Apart from the ‘faith’ factor, the credit also goes to the organizers, who have kept pace with the changing time.
While two Ramlila organisers have gone ‘global’ thanks to 'live' webcast on all days, most big organizers are using hi-tech methods to highlight important events in the 10-day drama enacting the life story of Lord Ram.
Arjun Kumar, secretary of Luvkush Ramlila Committee, said: “Youngsters are glued to the Internet today. They don’t want to leave their computers, so we thought live webcast would be the best way to reach out to them.”
He said this also gave the Ramlila a bigger audience. “People across the globe can view Ramlila sitting at home.”
The highlight of the 10-day event at Red Fort lawns would be when Hanuman is shown flying with the help of cables when he goes to pick up Sanjeevani buti for unconscious Laxman and the fire works when the fighters use swords/spears.
At another venue, innovation is the buzzword for Shri Dharmik Lila Committee, which has been organising Ramlila at Subhash Maidan for more than 85 years old.
“We have introduced songs for the first time,” said Brahmadev Soni, who holds the post of lila mantri or minister within the committee.

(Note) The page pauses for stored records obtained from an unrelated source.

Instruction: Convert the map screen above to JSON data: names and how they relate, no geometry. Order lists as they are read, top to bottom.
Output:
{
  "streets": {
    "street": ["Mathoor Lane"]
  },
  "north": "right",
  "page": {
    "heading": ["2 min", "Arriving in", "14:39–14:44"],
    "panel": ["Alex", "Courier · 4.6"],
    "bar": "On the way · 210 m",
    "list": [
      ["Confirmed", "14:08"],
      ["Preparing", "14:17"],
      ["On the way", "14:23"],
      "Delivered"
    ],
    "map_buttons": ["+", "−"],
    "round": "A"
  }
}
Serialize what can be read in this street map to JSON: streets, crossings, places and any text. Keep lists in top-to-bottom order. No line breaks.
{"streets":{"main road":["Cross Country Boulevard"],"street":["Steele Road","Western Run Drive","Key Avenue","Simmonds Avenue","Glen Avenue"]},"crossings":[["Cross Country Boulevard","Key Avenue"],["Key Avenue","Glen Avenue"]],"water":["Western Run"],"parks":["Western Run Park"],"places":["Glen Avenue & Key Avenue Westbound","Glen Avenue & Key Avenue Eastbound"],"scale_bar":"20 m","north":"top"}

But then, some things remain unchanged for years. “There is no parallel to the Ramlila procession — Shobha Yatra — that is our hallmark. It has colourful floats depicting various episodes of Ramayana,” said Rajesh Khanna of Shri Ramlila Committee, which organizes Ramlila at Ramlila ground, the oldest event in the city.
Another thing that remains unchanged and is an absolute must is the burning of Raavan on Dussehra or the tenth day. But Shri Ramlila Committee Indraprastha Extension (East Delhi) burns an additional demon symbolising a current social evil.
“Aaj Ka Raavan, as we call it, is chosen through public poll. This year, the demon would be chosen from honour killings, mahangai (price rise), increasing crime in the Capital and food adulteration,” said Suresh Bindal, the committee president.
With the events attracting huge crowds, the authorities are always on tenterhooks. Organisers claimed they were prepared to tackle all emergencies. Ravi Jain of Shri Dharmik Lila Committee (Subhash Maidan) said: “We have followed all the guidelines laid by the police and the administration. After all, security of the people is of prime importance.”